以上が、オープンソースを使ったバックアップ、P2Vの基本的な手法です。オープンソースのバックアップ・ソフトは、システムが小規模で、あまりコストをかけたくない場合に威力を発揮します。
しかし、中大規模なSAN環境などでは、さまざまなバックアップ要件を満たす必要があるため、商用のバックアップ・ソフトが一般的であり、オープンソースが一般的になっているとは到底言えません。企業システムにおいては、データの保全性が低下することは命取りだからです。
バックアップは負担になりがちですが、絶対に必要なジョブです。オープンソースのバックアップ・ソフトが自社のシステムに合うかどうかをを考慮しつつ、データを失わないようにするためにどのようなバックアップ・システムを構築すればよいのかをよく考える必要があります。
オープンソースで対処できる部分と対処が難しい部分を洗い出しつつ、仮想化環境を得意とする商用ソフトとオープンソースをうまく使い分けるには、製品の調査が必要になります。
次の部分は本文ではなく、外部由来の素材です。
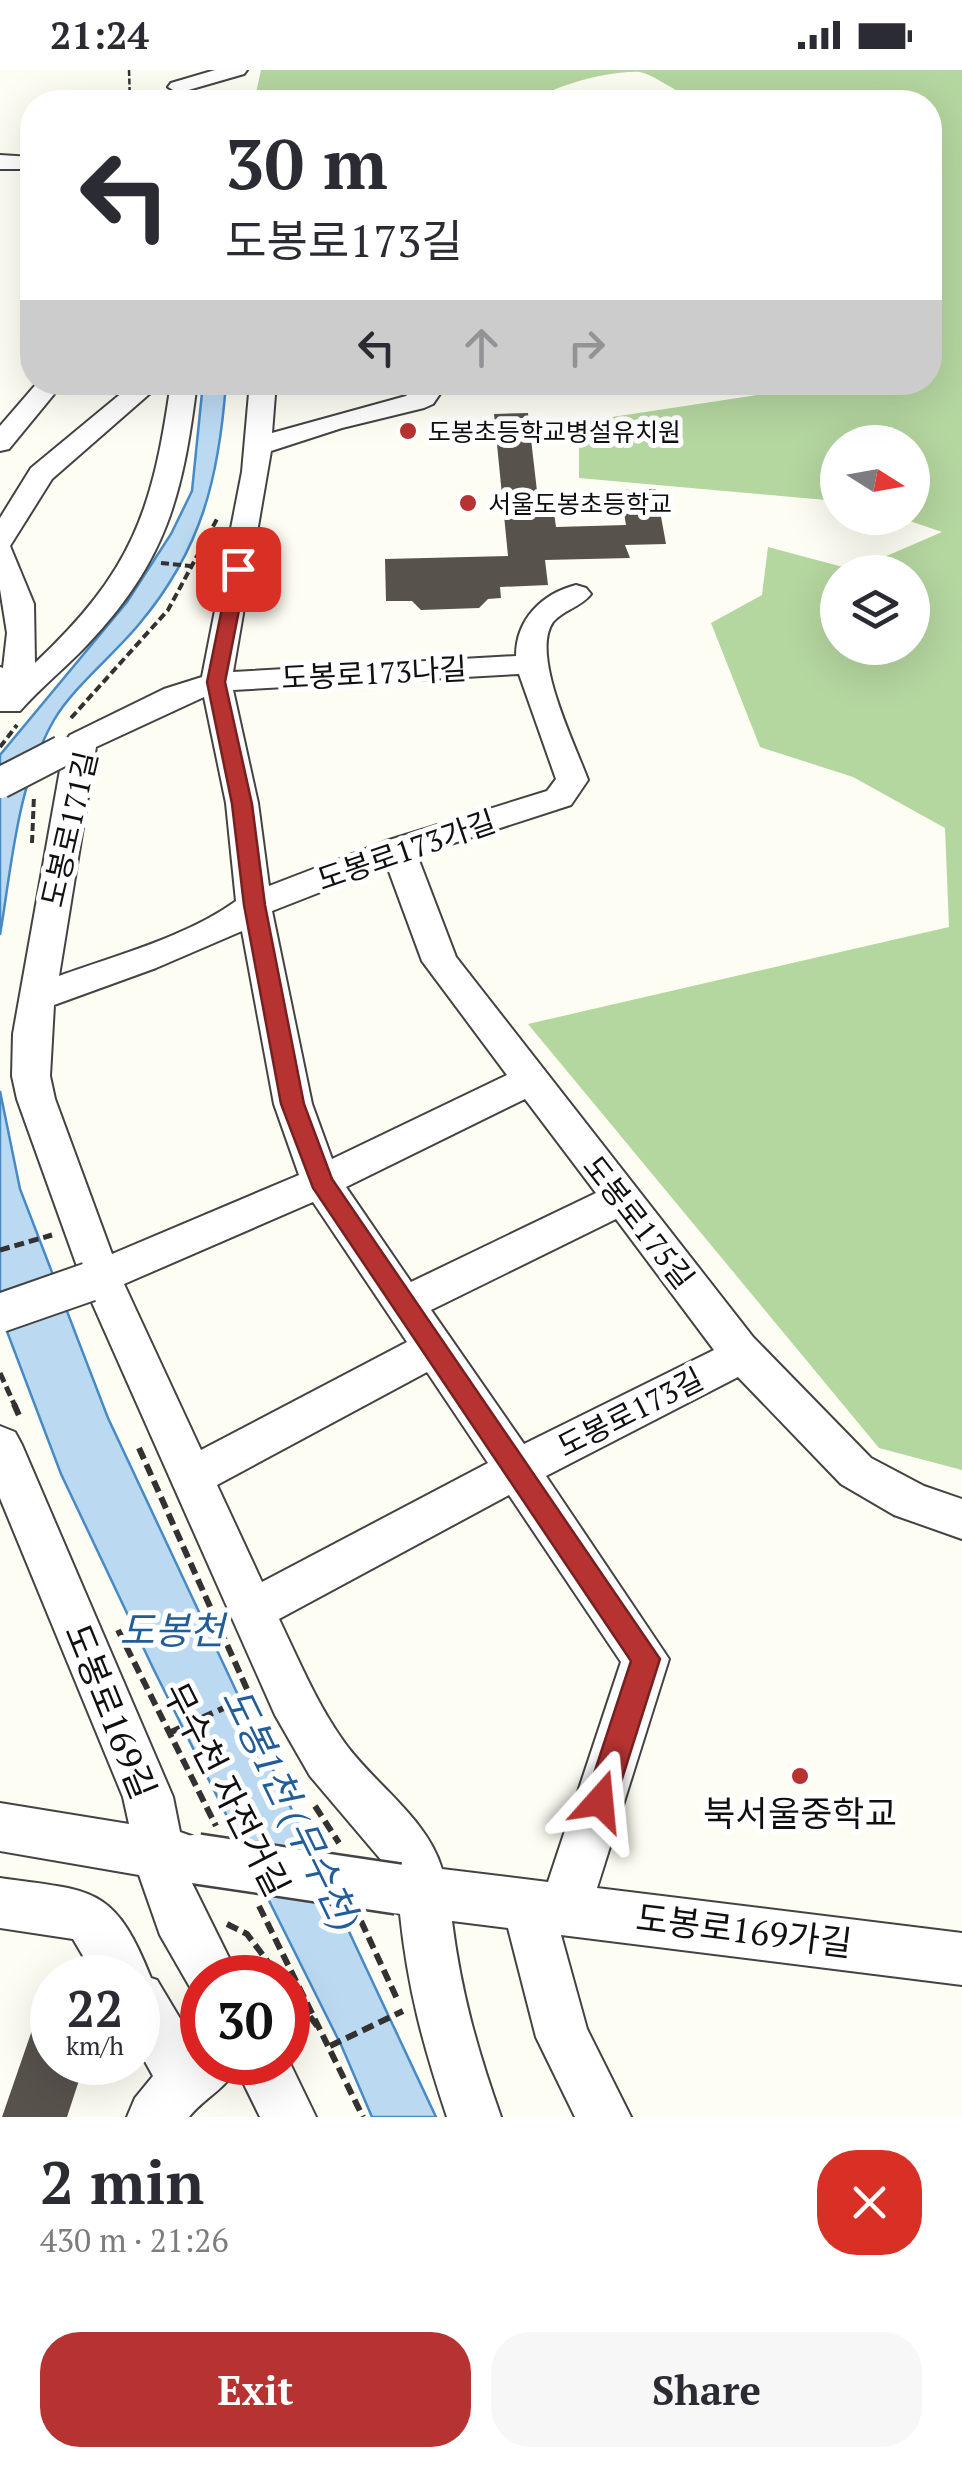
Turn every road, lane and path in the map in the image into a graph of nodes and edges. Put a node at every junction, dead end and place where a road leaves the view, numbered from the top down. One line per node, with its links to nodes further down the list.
1 (237, 70): 2 (street)
2 (178, 86)
3 (41, 395): 10 (street)
4 (135, 395): 12 (street)
5 (182, 395): 19 (street)
6 (261, 395): 11 (street, 도봉로173길)
7 (363, 395): 9 (street)
8 (426, 395): 9 (street)
9 (371, 412): 11 (street)
10 (0, 443)
11 (257, 446): 18 (street, 도봉로173길)
12 (0, 541)
13 (0, 552): 19 (street)
14 (148, 562): 15 (path)
15 (192, 567)
16 (576, 594): 17 (street)
17 (531, 664): 18 (street, 도봉로173나길); 22 (street, 도봉로173가길)
18 (216, 682): 20 (street, 도봉로171길); 23 (street, 도봉로173길)
19 (3, 699)
20 (72, 747): 21 (street, bridge); 24 (street, 도봉로171길)
21 (0, 783)
22 (398, 849): 23 (street, 도봉로173가길); 25 (street, 도봉로175길)
23 (254, 905): 24 (street); 26 (street, 도봉로173길)
24 (36, 998): 30 (street, 도봉로171길)
25 (529, 1081): 26 (street); 27 (street, 도봉로175길)
26 (321, 1182): 30 (street); 31 (street, 도봉로173길)
27 (621, 1199): 31 (street); 34 (street, 도봉로175길)
28 (52, 1234): 29 (path)
29 (0, 1250)
30 (95, 1280): 32 (street, bridge); 38 (street, 도봉로171길)
31 (404, 1304): 33 (street, 도봉로173길)
32 (0, 1313)
33 (434, 1347): 37 (street, 도봉로173길); 38 (street)
34 (744, 1355): 37 (street, 도봉로173길); 39 (street, 도봉로175길)
35 (0, 1373): 36 (path)
36 (11, 1434): 45 (street, 도봉로169길)
37 (517, 1469): 40 (street); 49 (street, 도봉로173길)
38 (190, 1478): 40 (street, 도봉로171길)
39 (962, 1519)
40 (251, 1611): 46 (street, 도봉로171길)
41 (117, 1626): 43 (path, 무수천 자전거길)
42 (248, 1696): 43 (path)
43 (168, 1733): 45 (path, 무수천 자전거길)
44 (0, 1827): 45 (street, 도봉로169가길)
45 (192, 1847): 46 (street, 도봉로169가길, bridge); 51 (street, 도봉로169길)
46 (410, 1890): 49 (street, 도봉로169가길); 61 (street)
47 (253, 1894): 56 (path, 무수천 자전거길)
48 (0, 1903): 50 (street)
49 (546, 1904): 52 (street, 도봉로169가길); 62 (street)
50 (111, 1955)
51 (200, 1955)
52 (962, 1959)
53 (403, 2011): 56 (path)
54 (310, 2018): 56 (path)
55 (160, 2041): 58 (street)
56 (328, 2042): 60 (path, 무수천 자전거길)
57 (272, 2085): 59 (street)
58 (183, 2086)
59 (288, 2117)
60 (363, 2117)
61 (474, 2117)
62 (604, 2117)

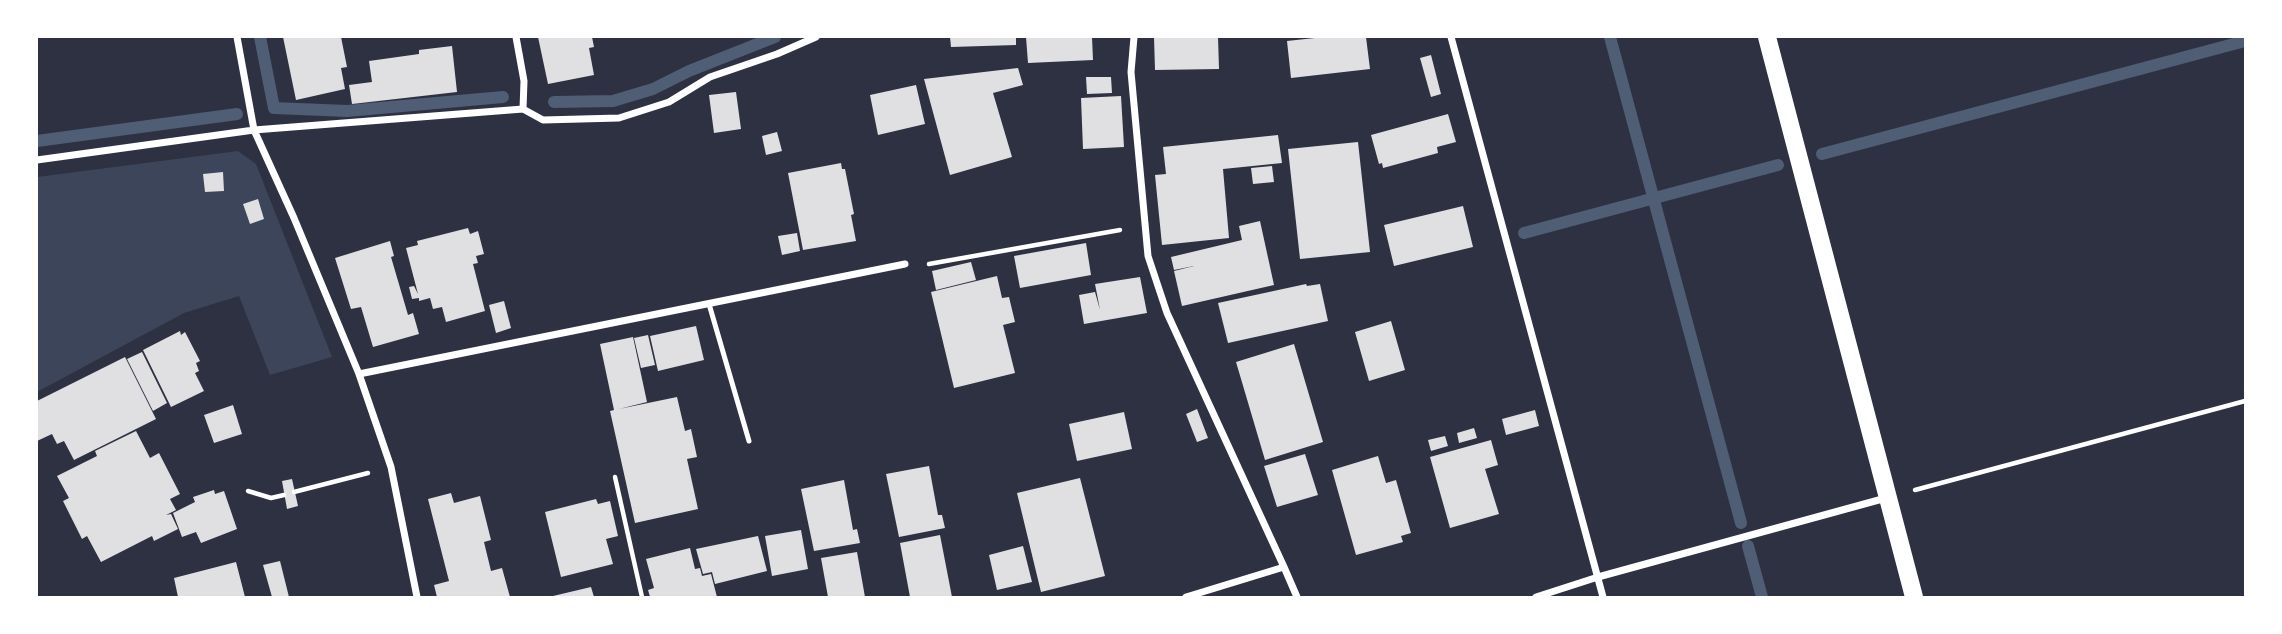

ある程度実績のあるソフトを選択するというのも1つの考えです。オープンソースと既存のバックアップ・スクリプトを組み合わせて新しいシステムに適用するやり方もあります。
まとめ
本連載では、オープンソースの監視ソフト、GUIツールの導入、KVM仮想化環境の管理、バックアップ手法、P2Vのノウハウを解説しました。Linuxシステムの運用管理に関する問題点をいかにオープンソースとベンダー提供の製品で解決できるかを、簡単に述べました。オープンソースとベンダー製品の組み合わせや、それぞれの適用範囲を検討してみてください。